Uno se pregunta cuál será el propósito de esos despropósitos. Cuesta creer que el Gobierno esté desconfiando tanto de sus propios resultados que tenga que recurrir al expediente ingenuo de cambiar informes comprobables por propaganda hiperbólica, transmitida por uno de sus voceros más parciales, por el que goza de menos credibilidad entre los círculos donde le convendría abrir camino a sus tesis.
¿Gana algo el Gobierno negando la gravedad y la urgencia de los problemas que enfrenta? ¿Calcula que esa desinformación obrará a su favor en la pugna de vísperas de las elecciones norteamericanas? ¿Tiene el candor de creer que los funcionarios estadounidenses y los congresistas demócratas que exigen resultados en la defensa del sindicalismo, a favor de las víctimas y en contra de la corrupción, ponen a depender su criterio de los propagandistas que Colombia les envíe?
Nuestros gobernantes suelen dividir al mundo exterior en dos partes: los que les creen y los que están mal informados. Cada vez que un resultado les es adverso, acostumbran desconfiar del resultado. Si las cifras de pobreza no son las esperadas, no hay que cambiar la pobreza sino las cifras; si los informes de cultivos ilícitos son adversos, no hay que cambiar la realidad de los cultivos sino a las firmas que hacen los informes; y si los gobiernos o los líderes de otros países tienen una interpretación diferente acerca de nuestros males, hasta terminan acusándolos de estar con el enemigo. Ni Sarkozy, ni Hillary Clinton ni Al Gore ni el gobierno suizo se salvan del reproche de estar mal informados, cuando no de estar aliados con los bandidos de las selvas de Colombia.
Es posible que en cinco meses el nuevo huésped de la Casa Blanca sea alguien más interesado que el actual en estos temas del paramilitarismo, el desplazamiento y la situación de los sindicalistas, y equivale a subestimarlo no ofrecerle información objetiva sino propaganda falta de sutileza.

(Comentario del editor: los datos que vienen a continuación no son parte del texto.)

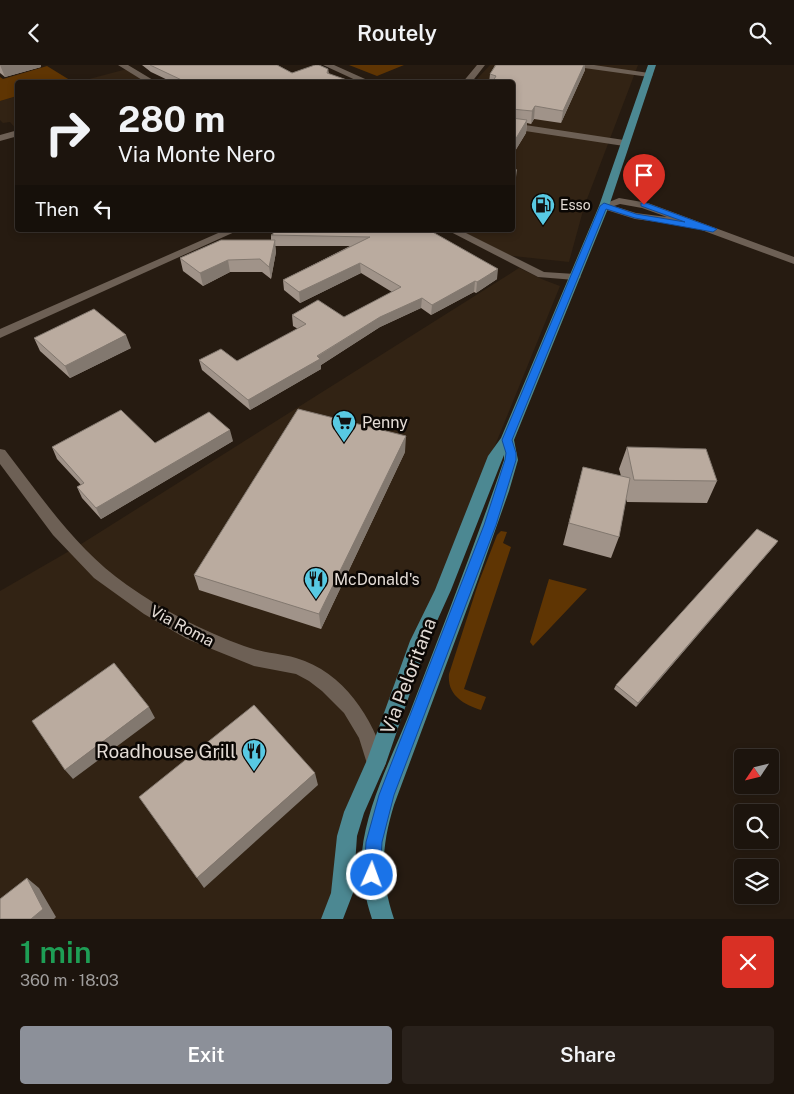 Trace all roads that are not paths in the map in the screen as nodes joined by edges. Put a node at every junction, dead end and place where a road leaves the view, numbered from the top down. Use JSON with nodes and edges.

Dado que ha habido avances reales contra la guerrilla, avances significativos contra los paramilitares, tal vez algún esfuerzo serio frente al tema del asesinato de sindicalistas y de la asistencia a los desplazados, es un error enviar vanidosas proclamas de victoria, no ratificar el compromiso del Gobierno con el tema de los sindicalistas sino negar que los problemas existan, no asumir con responsabilidad el tema del desplazamiento sino incurrir en la frivolidad de cambiarle de nombre. Un discurso tal está hecho para crear desconfianza, no sólo en la idoneidad del Gobierno para enfrentar esos problemas sino en su seriedad e incluso en su sensibilidad.
El discurso del asesor es una deplorable muestra de frivolidad y de arrogancia. Sólo le faltó decir que ya no hay coca ni narcotráfico, que ha comenzado el reino milenario. Yo soy muy escéptico de los logros de este gobierno, pero no tanto como para creer que necesite ir a decir mentiras pueriles ante auditorios de cuya inteligencia más vale no dudar.